[Opening ENTRIES PROVIDED section]

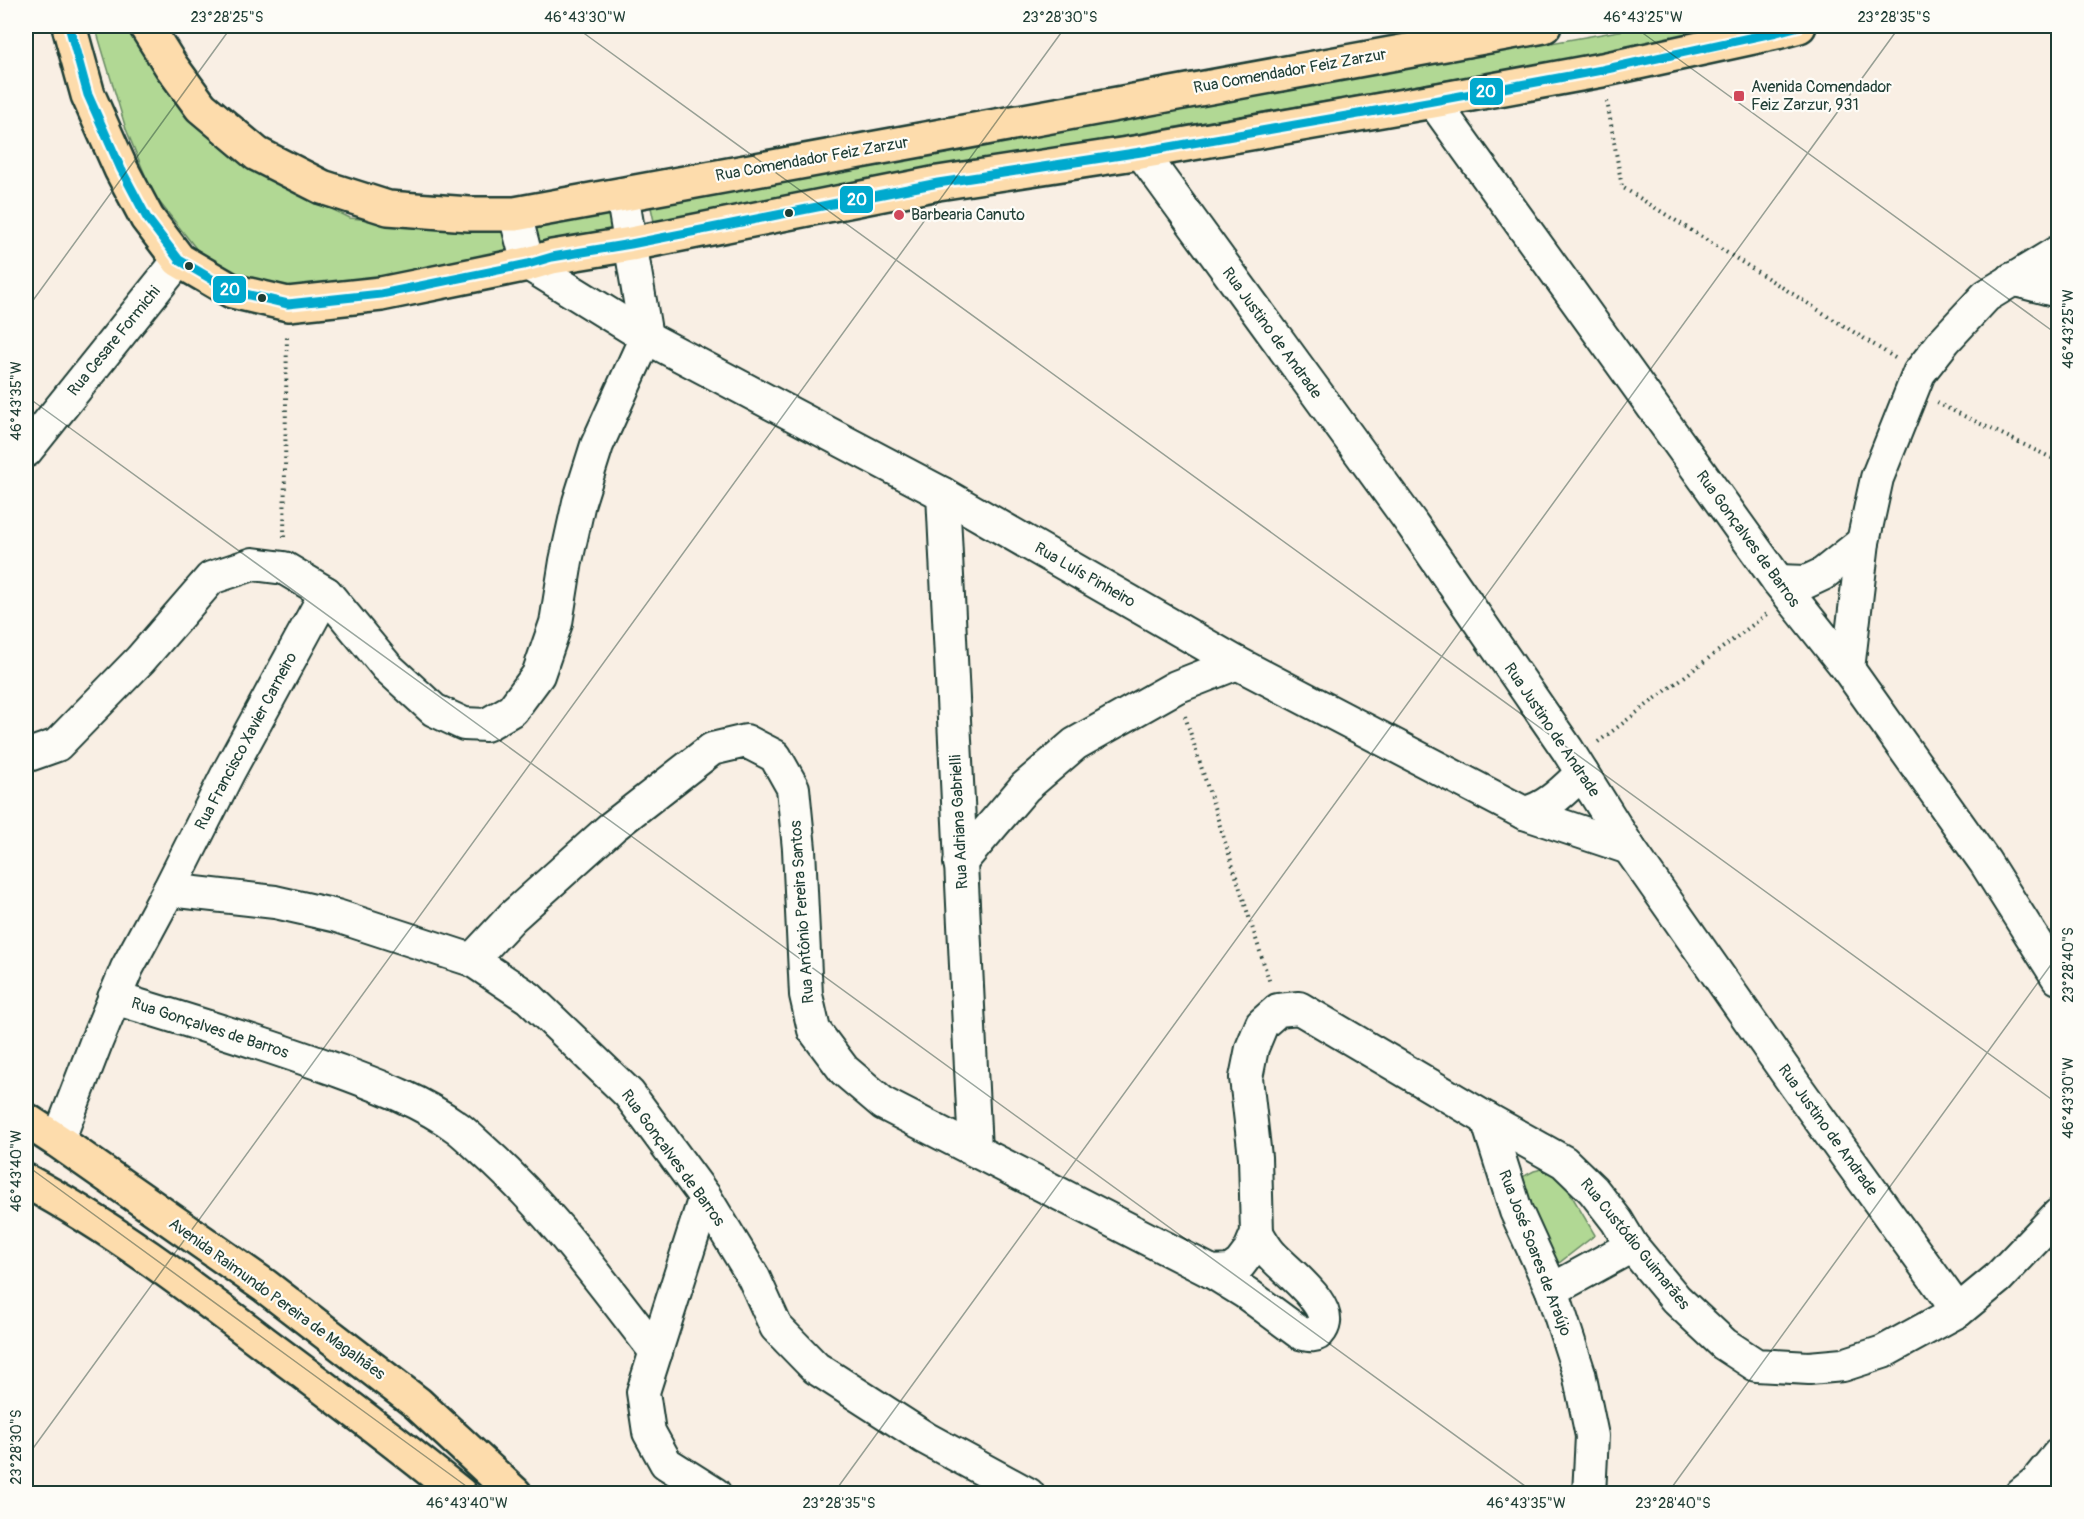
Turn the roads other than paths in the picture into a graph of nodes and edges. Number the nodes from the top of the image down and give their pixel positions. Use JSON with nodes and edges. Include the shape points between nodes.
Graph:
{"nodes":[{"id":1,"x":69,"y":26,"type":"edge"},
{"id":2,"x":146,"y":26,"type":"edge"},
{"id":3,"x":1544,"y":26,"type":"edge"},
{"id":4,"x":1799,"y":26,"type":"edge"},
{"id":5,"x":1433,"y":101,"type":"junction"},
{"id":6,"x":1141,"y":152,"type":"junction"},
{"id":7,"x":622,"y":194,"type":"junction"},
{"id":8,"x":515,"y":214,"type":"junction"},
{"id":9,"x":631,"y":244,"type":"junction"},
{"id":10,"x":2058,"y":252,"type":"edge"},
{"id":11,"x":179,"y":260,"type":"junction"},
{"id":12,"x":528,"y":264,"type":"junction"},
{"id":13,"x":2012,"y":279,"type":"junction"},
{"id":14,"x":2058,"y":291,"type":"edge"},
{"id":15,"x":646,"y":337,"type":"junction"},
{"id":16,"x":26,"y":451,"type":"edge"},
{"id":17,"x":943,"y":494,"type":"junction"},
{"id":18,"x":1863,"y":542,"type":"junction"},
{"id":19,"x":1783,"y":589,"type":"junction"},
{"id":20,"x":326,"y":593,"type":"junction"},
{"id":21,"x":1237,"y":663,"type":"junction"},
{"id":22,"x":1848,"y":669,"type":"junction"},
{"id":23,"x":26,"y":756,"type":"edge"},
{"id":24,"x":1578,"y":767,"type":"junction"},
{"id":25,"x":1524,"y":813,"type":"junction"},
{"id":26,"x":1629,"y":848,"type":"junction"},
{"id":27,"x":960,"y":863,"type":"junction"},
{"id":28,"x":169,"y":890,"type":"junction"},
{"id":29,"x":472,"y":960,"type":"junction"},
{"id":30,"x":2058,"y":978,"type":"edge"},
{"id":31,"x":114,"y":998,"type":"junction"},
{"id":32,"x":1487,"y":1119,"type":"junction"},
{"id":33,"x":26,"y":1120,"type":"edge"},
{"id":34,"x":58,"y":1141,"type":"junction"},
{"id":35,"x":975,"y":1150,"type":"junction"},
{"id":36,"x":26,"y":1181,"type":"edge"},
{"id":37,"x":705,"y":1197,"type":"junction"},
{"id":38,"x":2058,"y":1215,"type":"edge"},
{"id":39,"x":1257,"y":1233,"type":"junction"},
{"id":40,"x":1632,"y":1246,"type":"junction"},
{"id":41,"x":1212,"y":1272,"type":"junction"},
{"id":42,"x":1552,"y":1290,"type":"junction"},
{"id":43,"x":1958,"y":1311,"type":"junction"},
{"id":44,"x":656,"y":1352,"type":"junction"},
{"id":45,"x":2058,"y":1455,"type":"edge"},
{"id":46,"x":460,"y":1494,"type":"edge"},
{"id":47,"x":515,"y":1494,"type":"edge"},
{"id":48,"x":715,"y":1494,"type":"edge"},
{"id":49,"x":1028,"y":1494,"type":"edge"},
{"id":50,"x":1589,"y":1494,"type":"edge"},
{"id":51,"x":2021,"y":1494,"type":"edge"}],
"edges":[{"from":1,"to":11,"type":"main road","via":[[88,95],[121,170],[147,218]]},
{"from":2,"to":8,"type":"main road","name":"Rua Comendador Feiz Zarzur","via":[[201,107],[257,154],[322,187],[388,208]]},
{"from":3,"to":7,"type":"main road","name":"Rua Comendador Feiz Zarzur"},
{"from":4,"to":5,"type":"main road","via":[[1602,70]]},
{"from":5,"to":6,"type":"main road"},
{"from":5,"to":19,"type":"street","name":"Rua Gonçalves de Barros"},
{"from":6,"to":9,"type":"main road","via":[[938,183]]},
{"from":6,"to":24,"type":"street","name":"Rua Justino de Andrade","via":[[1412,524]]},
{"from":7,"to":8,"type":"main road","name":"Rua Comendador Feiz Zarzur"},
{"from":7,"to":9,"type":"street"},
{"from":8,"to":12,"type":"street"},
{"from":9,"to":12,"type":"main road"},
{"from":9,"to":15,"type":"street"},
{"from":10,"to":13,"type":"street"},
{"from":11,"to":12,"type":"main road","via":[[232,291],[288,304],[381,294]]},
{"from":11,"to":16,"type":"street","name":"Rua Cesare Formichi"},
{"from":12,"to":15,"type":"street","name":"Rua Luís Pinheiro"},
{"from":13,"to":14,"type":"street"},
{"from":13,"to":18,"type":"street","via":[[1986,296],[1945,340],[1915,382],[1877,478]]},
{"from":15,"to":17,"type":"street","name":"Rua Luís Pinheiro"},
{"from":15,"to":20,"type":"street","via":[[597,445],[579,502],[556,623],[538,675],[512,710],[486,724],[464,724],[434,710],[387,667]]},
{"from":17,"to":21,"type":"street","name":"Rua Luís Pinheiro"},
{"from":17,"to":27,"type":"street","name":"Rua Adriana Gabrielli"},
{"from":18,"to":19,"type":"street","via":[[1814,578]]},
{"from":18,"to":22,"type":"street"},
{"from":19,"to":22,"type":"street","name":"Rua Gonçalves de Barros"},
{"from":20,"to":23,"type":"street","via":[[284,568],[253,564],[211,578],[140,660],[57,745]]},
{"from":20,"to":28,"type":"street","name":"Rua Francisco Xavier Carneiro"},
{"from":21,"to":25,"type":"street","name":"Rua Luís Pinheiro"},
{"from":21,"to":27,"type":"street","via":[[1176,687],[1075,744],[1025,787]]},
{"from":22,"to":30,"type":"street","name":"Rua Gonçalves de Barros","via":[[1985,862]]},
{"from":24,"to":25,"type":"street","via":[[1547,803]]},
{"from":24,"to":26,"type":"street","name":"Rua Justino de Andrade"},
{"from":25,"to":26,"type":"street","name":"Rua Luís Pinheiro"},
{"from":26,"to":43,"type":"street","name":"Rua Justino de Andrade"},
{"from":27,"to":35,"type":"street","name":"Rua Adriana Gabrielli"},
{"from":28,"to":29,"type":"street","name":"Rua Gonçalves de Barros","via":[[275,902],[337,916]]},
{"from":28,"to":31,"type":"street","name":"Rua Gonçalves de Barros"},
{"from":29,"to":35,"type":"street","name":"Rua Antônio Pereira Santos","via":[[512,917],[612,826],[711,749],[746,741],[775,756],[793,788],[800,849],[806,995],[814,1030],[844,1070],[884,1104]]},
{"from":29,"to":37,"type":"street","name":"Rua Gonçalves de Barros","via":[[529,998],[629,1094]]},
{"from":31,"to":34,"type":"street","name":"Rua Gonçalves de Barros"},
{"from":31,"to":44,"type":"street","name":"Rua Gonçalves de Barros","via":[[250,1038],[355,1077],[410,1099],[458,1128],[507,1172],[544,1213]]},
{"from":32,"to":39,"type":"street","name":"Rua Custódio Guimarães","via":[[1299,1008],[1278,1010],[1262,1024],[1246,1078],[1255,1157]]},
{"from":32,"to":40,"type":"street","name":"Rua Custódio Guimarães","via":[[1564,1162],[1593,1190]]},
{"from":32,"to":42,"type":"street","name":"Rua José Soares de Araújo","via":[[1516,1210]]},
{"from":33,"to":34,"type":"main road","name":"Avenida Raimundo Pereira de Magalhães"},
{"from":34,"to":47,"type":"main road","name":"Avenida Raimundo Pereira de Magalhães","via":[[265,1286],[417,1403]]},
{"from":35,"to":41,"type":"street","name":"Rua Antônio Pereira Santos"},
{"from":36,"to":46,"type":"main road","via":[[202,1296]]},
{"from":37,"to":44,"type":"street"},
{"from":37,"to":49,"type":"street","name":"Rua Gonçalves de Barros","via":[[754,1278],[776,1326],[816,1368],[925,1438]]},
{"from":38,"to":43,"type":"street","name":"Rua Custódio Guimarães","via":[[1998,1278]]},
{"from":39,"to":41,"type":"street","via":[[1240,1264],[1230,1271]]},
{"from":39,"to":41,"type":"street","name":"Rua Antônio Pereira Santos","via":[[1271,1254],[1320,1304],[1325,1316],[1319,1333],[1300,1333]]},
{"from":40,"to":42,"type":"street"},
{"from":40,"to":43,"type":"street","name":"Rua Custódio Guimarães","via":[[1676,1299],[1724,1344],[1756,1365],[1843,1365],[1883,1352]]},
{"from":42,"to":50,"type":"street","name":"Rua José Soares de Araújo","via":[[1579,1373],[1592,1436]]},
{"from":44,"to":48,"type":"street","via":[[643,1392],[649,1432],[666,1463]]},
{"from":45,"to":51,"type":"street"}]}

[Closing ENTRIES PROVIDED section]
[Opening ENTRIES PROVIDED section]

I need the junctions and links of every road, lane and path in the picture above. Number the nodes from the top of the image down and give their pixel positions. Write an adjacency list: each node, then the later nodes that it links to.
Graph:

[Closing ENTRIES PROVIDED section]

WHAT IS REQUIRED:
Lines holding the word "give" are the answer; copy each one from the records above.

RESULT OF THIS TASK:
Turn the roads other than paths in the picture into a graph of nodes and edges. Number the nodes from the top of the image down and give their pixel positions. Use JSON with nodes and edges. Include the shape points between nodes.
I need the junctions and links of every road, lane and path in the picture above. Number the nodes from the top of the image down and give their pixel positions. Write an adjacency list: each node, then the later nodes that it links to.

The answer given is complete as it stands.